Лиризм опьяняет, прекрасное одурманивает, великое бросается в голову, идеальное ослепляет; кто упивался всем этим, тот сам не свой; после того как вы шагали по звездам, вы, чего доброго, откажетесь от должности су-префекта; вы теряете здравый смысл, и даже если предложить вам место в сенате Домициана, вы, пожалуй, не захотите занять его; вы перестали воздавать кесарево кесарю, вы до того сбились с толку, что даже не приветствуете высокорожденного Инцитата, коня, назначенного консулом. Вот до чего вы дошли, пьянствуя в этом вертепе, что зовется Эмпиреями. Вы становитесь гордым, тщеславным, бескорыстным. Во избежание всего этого будьте трезвы. Ходить в кабачок божественного воспрещается.
Свобода – это распутство. Воздержание – хорошо, еще лучше – оскопление.

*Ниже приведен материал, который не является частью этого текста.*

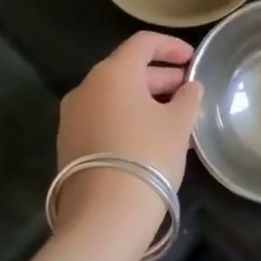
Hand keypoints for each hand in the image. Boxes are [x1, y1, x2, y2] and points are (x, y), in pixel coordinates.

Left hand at [56, 32, 203, 238]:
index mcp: (113, 73)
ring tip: (176, 121)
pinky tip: (151, 141)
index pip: (143, 43)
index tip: (192, 60)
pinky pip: (103, 119)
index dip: (171, 47)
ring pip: (115, 98)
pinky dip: (128, 120)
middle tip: (188, 93)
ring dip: (145, 102)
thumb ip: (188, 98)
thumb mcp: (179, 123)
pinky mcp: (68, 145)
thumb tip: (190, 87)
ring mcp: (72, 118)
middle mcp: (87, 88)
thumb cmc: (148, 155)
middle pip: (128, 70)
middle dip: (161, 78)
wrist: (104, 217)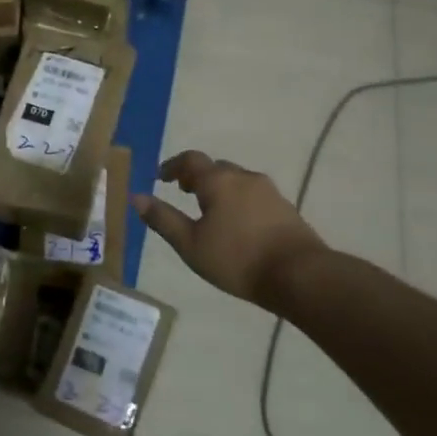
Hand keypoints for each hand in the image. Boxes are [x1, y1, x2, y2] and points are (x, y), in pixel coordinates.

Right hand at [133, 151, 325, 307]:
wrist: (300, 275)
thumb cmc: (237, 258)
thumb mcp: (190, 244)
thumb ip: (163, 219)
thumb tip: (137, 197)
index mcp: (218, 181)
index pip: (190, 160)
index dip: (173, 166)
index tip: (161, 177)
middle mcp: (244, 177)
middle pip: (216, 168)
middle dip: (197, 176)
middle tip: (184, 191)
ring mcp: (269, 191)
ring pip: (237, 181)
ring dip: (220, 188)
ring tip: (210, 209)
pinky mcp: (286, 208)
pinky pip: (254, 195)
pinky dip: (239, 200)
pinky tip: (238, 224)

Всю жизнь вы должны сдерживать себя.
Трезвость, приличие, уважение к властям, безупречный костюм. Истинная поэзия должна быть всегда одета с иголочки. Непричесанные саванны, лев, не стригущий своих когтей, мутный поток, море, обнажающее свой пуп, туман, который так высоко задирает подол, что видно созвездие Альдебарана, – все это неприлично. По-английски – shocking. Волна покрывает пеной бешенства подводный камень, ущелье изрыгает в бездну водопад. Ювенал плюет на тирана. Какая невоспитанность!
Лучше недостаточно, чем чрезмерно. Никаких преувеличений. Отныне розовый куст обязан вести счет своим розам. Лугу будет предложено сократить число маргариток. Весне прикажут быть поумереннее. Столько гнезд! Это излишество. Послушайте-ка, рощи, – нельзя ли поменьше малиновок? Пусть Млечный Путь соблаговолит перенумеровать свои звезды, ведь их много.
Берите пример с большого змеевидного кактуса из Ботанического сада, который цветет лишь раз в пятьдесят лет. Вот примерное растение!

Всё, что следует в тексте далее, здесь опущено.